#### Entries supplied ####
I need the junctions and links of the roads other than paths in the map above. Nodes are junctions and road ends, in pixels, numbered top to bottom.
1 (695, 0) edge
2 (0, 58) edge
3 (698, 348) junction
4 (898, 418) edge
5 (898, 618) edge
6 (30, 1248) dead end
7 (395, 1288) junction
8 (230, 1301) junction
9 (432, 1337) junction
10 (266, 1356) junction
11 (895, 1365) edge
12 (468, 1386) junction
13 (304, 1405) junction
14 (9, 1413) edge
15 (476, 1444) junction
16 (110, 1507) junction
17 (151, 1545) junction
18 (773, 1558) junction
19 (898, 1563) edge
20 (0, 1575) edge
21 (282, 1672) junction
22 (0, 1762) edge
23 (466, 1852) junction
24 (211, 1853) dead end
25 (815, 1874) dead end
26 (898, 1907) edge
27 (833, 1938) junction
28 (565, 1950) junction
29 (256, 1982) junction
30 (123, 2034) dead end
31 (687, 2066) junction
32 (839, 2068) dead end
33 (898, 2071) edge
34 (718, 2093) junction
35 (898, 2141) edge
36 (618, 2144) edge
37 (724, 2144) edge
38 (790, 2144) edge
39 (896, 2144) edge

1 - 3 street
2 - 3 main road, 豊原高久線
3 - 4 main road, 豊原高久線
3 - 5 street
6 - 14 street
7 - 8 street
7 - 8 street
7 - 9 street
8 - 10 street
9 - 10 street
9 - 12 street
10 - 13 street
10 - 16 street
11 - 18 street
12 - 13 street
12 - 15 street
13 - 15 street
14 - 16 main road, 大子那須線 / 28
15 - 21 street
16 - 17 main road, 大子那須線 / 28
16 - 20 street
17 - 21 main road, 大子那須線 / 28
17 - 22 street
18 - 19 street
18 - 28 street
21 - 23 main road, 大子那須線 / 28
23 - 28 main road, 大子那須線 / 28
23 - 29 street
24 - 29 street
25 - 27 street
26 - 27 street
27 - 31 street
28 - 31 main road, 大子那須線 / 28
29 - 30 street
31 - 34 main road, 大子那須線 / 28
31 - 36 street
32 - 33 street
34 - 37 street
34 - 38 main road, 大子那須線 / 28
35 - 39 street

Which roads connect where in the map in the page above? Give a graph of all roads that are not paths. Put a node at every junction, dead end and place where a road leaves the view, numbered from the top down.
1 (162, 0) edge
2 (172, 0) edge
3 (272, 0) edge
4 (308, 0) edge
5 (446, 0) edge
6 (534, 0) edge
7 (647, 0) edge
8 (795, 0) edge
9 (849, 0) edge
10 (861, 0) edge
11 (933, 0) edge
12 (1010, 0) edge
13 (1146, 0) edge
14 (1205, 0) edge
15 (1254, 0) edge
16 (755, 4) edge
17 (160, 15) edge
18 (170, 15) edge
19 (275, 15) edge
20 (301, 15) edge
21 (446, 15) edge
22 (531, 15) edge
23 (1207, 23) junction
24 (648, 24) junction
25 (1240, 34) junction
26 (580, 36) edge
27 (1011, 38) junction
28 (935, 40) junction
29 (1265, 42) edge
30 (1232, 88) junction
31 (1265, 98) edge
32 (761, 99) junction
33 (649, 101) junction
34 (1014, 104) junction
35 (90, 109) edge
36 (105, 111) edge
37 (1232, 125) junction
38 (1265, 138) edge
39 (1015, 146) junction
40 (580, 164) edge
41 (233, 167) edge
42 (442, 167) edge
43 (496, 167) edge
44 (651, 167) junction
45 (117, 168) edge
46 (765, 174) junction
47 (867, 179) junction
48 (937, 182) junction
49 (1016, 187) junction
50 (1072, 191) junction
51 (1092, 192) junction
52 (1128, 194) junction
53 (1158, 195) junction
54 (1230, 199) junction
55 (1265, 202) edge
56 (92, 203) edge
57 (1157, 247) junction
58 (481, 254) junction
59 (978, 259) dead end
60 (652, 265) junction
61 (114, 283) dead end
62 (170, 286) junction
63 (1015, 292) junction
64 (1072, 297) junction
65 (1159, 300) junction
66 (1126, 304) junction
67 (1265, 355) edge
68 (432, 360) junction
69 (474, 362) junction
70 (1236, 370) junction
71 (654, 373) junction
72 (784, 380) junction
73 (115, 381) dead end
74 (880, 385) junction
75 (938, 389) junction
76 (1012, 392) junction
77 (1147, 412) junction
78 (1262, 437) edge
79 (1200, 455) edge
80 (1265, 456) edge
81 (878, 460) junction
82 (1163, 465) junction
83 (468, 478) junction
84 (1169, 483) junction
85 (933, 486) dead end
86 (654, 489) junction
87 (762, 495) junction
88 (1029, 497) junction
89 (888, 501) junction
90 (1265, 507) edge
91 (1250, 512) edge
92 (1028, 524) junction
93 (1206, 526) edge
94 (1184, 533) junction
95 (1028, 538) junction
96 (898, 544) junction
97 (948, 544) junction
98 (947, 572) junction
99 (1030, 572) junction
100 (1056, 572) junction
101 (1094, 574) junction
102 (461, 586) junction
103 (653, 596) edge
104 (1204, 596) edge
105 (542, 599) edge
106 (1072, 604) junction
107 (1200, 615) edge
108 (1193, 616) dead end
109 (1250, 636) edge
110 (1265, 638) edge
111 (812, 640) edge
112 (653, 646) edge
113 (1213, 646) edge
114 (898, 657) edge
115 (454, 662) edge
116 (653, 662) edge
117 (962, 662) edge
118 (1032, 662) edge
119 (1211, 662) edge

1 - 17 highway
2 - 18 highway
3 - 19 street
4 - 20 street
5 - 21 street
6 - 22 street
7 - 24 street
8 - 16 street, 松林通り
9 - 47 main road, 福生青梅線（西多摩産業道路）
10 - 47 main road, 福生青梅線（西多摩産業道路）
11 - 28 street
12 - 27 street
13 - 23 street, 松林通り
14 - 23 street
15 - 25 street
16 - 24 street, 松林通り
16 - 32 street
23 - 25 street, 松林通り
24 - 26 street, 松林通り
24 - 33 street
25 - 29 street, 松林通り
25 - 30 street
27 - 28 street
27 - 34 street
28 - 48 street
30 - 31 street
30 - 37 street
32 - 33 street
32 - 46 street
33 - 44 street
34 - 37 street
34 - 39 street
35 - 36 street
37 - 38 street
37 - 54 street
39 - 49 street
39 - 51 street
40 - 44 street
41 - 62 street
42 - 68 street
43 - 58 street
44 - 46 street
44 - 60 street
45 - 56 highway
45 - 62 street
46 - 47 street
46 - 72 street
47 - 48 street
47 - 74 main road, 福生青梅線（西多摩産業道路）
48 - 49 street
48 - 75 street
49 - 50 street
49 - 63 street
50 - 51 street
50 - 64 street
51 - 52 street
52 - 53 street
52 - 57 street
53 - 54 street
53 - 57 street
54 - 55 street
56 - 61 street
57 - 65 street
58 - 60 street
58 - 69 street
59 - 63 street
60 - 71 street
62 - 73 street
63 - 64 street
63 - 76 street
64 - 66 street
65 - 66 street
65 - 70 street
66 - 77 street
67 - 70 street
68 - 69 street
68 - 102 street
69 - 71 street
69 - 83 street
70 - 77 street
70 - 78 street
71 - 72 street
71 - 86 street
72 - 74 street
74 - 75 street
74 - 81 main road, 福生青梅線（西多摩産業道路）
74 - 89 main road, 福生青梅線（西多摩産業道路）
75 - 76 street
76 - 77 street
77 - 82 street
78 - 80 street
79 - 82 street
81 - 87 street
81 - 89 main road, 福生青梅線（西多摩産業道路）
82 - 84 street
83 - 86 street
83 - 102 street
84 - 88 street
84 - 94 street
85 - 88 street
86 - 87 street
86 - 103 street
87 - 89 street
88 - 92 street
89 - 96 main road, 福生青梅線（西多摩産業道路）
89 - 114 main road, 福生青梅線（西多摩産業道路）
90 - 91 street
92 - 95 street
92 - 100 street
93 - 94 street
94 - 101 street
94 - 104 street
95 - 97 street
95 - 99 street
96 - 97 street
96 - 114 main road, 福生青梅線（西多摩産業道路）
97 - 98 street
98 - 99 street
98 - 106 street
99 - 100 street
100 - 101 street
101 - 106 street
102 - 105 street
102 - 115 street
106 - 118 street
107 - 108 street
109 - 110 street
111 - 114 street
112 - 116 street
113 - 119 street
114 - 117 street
####
Filter the records, keeping only lines that contain "福生青梅線", and show those lines.

Answer space:
9 - 47 main road, 福生青梅線（西多摩産業道路）
10 - 47 main road, 福生青梅線（西多摩産業道路）
47 - 74 main road, 福生青梅線（西多摩産業道路）
74 - 81 main road, 福生青梅線（西多摩産業道路）
74 - 89 main road, 福生青梅線（西多摩産業道路）
81 - 89 main road, 福生青梅線（西多摩産業道路）
89 - 96 main road, 福生青梅線（西多摩産業道路）
89 - 114 main road, 福生青梅線（西多摩産業道路）
96 - 114 main road, 福生青梅線（西多摩産業道路）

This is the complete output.